[Image courtesy of ivn.us]
It’s no secret that Congress is somewhat divided on the topic of election policy – with disputes over voter ID, proof of citizenship and the fate of the Election Assistance Commission – but it appears that members are willing to address one issue that has sparked nearly-unanimous support across the nation: “I Voted” stickers.
Later today, both the Senate Rules Committee and the Committee on House Administration are expected to endorse companion versions of the Increasing Voter Outreach to Expand Democracy (IVOTED) Act, which will require states and localities to have enough “I Voted” stickers for 100% of registered voters in every federal election. The bill would also repeal federal laws against Election Day giveaways like free coffee and ice cream for voters wearing the new stickers and make such giveaways tax-deductible for participating businesses.
In response to concerns from election officials about the costs associated with such a plan, the bill would transfer $178.9M (in a nod to the first federal election year) from the funds authorized but not appropriated for the Help America Vote Act (HAVA) and make it available to states for this purpose.

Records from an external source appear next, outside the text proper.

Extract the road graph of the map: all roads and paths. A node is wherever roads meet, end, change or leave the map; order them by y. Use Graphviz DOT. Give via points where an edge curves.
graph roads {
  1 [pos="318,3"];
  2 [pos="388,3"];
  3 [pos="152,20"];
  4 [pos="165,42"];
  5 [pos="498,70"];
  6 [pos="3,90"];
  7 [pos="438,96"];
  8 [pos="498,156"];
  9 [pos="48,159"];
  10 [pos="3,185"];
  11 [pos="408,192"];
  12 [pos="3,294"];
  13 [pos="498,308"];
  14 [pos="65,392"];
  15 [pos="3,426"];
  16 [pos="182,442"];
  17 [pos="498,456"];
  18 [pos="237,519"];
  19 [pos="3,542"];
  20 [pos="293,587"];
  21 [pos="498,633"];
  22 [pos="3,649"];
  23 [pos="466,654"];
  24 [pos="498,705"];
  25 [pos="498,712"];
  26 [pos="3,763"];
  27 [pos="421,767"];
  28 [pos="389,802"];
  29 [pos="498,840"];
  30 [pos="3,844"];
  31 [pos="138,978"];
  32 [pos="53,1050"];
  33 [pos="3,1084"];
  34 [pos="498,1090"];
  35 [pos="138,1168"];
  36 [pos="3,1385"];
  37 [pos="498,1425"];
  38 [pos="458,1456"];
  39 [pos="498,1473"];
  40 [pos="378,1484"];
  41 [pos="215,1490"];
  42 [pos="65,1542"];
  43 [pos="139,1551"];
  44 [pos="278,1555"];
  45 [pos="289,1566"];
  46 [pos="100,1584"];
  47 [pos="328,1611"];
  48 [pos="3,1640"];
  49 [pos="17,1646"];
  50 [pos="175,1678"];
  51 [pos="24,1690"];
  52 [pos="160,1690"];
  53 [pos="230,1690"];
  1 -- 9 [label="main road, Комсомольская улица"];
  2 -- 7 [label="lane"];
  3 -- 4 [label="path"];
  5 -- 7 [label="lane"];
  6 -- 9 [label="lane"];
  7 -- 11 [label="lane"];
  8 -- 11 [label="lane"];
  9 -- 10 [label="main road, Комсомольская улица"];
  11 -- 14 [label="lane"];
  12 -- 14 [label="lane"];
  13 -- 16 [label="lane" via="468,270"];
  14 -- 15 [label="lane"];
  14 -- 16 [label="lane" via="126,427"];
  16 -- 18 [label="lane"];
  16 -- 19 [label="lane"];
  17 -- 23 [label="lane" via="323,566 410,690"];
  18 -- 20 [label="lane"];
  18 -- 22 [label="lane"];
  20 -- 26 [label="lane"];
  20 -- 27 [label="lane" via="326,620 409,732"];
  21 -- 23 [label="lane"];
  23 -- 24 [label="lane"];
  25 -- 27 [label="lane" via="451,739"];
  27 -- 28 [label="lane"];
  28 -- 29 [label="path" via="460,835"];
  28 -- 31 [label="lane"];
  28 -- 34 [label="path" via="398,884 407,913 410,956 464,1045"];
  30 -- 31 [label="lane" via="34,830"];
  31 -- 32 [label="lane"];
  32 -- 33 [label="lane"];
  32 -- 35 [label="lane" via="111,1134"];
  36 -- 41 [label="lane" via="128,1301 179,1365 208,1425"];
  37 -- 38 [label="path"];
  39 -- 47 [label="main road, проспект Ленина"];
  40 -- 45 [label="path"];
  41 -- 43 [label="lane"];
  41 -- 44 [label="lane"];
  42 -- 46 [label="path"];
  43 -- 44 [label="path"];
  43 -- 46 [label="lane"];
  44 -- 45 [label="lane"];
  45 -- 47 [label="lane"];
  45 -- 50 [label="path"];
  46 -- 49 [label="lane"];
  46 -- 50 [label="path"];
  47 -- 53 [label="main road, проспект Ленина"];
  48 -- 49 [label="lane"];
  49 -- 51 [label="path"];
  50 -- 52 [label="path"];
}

A spokesperson for Senator Joseph Paine said that the IVOTED Act was drafted in response to the report prepared by the Presidential Commission on Election Administration, noting that while “I Voted” stickers are not mentioned in the report, members and staff believed that voter excitement about a guarantee of stickers would both increase turnout and make lines move more quickly at the polls.
A press release from the office of Representative Bob Roberts noted that the requirement to purchase the stickers will go into effect for the 2014 general election whether or not funding has been appropriated in time, but noted that: “the history of enactments in this field like HAVA have demonstrated that election officials can rest assured that Congress will ultimately honor its commitments.”
Sources close to the DOJ have indicated that voting section attorneys will be watching closely and will make compliance with IVOTED requirements a key consideration in enforcement decisions under the Voting Rights Act.
When reached, UC-Irvine law professor Rick Hasen – a longtime “I Voted” skeptic and critic of Election Day giveaways – had no comment other than muffled sobs.
The bill is expected to pass both houses by July 4th, along with bills to abolish the designated hitter and require Coke Zero at every soda fountain nationwide.